BAGHDAD The survivors of a mass killing in an Iraqi camp housing Iranian exiles were moved during the night to another camp on the edge of Baghdad, the United Nations said on Thursday.
The Iraqi authorities ordered the transfer of the 42 in the wake of violence in Camp Ashraf in the central Iraq province of Diyala on September 2 in which 52 members of the People's Mujahedeen Organisation of Iran died.
The authorities blame infighting within the PMOI for the deaths, and insist no soldiers entered Ashraf.
Those accounts are sharply contested by the PMOI, which charges that Iraqi forces entered the camp, killed 52 of its members and set fire to the group's property and goods.
The 42 remaining residents of Ashraf moved during the night to Camp Liberty, a former US military base on the outskirts of Baghdad where some 3,000 other members of the group are housed, according to Eliana Nabaa, spokeswoman for the UN mission in Iraq.
Seven residents of Camp Ashraf -- six women and a man -- disappeared during the violence, according to the PMOI.
The UN has urged Iraq to investigate the disappearances but there has been "nothing so far", Nabaa told AFP.
Baghdad has opened a probe into the events surrounding the deaths in the camp, but accounts of events that day still differ markedly.
The UN and Western governments have condemned the bloodshed, but have been careful not to assign blame.
Those housed at Camp Liberty are awaiting relocation outside of Iraq.
"Resettlement outside Iraq is now the priority, and it is urgent that countries ready to host the residents come forward to accept them, providing them a safe future outside Iraq," UN deputy special envoy Gyorgy Busztin said in a statement.
For years, the UN has been searching for countries willing to host the exiles.

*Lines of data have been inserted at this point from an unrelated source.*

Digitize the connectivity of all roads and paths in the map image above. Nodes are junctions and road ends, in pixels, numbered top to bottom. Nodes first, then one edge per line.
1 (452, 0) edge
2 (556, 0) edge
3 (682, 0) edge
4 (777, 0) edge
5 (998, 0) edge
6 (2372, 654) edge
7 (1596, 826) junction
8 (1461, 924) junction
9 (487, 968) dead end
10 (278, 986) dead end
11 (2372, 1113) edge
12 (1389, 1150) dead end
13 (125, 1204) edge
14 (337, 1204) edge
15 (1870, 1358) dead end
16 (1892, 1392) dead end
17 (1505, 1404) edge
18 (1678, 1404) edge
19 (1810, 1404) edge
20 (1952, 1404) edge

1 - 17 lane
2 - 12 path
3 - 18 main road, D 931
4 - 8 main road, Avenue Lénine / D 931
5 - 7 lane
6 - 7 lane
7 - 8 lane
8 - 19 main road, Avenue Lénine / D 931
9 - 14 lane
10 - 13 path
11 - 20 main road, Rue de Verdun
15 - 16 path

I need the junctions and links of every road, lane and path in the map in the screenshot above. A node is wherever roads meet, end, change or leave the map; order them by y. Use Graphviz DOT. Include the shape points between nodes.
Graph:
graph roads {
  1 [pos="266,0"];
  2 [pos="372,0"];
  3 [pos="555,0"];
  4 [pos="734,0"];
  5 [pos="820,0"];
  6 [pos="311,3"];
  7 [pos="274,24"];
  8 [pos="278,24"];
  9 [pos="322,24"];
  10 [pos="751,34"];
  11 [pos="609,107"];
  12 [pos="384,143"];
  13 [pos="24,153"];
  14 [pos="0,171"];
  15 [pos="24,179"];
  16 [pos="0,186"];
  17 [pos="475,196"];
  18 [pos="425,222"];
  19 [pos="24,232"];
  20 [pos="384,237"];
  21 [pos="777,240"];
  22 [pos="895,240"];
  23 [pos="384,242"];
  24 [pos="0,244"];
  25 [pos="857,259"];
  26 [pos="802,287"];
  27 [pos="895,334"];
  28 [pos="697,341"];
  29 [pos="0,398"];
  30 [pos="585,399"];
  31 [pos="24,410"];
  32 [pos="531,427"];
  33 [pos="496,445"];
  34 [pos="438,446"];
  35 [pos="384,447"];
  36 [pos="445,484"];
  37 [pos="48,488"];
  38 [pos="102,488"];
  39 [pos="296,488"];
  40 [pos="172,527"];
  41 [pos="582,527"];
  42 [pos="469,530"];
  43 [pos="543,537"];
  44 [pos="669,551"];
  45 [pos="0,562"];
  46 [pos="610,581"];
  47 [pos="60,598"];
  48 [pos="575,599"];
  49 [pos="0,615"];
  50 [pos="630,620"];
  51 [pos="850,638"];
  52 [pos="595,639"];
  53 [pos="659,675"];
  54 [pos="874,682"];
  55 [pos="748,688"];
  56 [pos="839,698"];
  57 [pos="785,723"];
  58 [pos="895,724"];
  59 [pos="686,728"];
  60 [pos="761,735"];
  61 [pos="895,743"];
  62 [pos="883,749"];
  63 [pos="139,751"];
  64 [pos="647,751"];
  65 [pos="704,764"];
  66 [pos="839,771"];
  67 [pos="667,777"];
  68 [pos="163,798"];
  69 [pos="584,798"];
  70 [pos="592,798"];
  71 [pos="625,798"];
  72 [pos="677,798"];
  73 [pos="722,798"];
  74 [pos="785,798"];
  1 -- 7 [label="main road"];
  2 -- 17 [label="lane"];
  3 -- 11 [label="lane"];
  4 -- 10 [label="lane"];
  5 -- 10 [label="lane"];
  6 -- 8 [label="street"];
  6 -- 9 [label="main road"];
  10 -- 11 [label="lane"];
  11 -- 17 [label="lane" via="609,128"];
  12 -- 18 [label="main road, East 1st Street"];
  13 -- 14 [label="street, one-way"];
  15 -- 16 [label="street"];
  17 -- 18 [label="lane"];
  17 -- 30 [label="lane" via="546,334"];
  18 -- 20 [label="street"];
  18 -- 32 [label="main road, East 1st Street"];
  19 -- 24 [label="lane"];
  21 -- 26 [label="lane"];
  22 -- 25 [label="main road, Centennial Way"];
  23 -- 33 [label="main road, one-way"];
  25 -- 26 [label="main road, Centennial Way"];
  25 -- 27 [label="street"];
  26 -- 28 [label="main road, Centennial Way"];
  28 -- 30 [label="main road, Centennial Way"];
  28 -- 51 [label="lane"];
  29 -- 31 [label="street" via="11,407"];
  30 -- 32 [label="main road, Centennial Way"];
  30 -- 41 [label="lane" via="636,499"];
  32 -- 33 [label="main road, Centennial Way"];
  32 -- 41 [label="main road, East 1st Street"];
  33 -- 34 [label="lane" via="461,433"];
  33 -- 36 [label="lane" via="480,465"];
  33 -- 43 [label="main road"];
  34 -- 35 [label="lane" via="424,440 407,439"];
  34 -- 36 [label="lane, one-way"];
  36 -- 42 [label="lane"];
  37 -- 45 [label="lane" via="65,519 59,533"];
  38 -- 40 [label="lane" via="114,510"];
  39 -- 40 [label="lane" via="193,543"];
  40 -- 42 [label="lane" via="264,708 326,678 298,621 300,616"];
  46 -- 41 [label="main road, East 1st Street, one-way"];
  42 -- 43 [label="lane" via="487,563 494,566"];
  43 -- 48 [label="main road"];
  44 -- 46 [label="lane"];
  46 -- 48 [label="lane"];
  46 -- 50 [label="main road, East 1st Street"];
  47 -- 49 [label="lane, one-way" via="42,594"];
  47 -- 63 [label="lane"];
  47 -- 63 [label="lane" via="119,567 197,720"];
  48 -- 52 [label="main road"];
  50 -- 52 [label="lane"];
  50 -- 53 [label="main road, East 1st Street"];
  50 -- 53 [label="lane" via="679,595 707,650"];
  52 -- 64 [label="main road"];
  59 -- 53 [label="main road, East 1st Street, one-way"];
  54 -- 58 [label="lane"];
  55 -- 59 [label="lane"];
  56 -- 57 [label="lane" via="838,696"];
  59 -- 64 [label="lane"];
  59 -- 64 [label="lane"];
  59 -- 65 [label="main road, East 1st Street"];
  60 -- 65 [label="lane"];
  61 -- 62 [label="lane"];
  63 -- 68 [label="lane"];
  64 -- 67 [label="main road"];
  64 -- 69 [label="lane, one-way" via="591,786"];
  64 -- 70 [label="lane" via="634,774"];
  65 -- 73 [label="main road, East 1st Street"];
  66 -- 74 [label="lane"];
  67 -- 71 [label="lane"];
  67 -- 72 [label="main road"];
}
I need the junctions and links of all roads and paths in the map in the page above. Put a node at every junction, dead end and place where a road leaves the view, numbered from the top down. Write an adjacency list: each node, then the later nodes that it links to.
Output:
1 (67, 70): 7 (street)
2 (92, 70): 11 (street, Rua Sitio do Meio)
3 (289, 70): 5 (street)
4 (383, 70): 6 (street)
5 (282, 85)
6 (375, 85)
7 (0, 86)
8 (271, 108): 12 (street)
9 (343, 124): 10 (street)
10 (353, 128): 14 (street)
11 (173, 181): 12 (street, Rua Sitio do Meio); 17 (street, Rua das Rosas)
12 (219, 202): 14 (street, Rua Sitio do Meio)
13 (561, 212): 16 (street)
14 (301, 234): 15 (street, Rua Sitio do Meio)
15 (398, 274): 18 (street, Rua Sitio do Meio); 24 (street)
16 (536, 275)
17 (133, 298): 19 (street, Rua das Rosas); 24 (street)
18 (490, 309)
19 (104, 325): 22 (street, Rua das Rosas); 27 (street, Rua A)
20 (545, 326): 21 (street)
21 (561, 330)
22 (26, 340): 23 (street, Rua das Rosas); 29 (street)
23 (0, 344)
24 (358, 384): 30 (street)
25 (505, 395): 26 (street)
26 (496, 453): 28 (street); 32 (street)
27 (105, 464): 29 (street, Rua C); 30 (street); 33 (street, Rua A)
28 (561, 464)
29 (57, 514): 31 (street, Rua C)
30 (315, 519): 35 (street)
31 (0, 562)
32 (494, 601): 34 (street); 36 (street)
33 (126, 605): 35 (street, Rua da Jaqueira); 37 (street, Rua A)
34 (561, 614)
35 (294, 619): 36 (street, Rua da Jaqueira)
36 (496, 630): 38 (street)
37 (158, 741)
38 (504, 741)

In June, Albania accepted 71 PMOI members and Germany has promised to receive 100.
The group, also known as the Mujahedeen-e-Khalq, was founded in the 1960s to oppose the shah of Iran. After the 1979 Islamic revolution that ousted him it took up arms against Iran's clerical rulers.
The late Iraqi dictator Saddam Hussein allowed the MEK to set up the camp during his war with Iran in the 1980s.
The group says it has now laid down its arms and is working to overthrow the Islamic regime in Iran by peaceful means.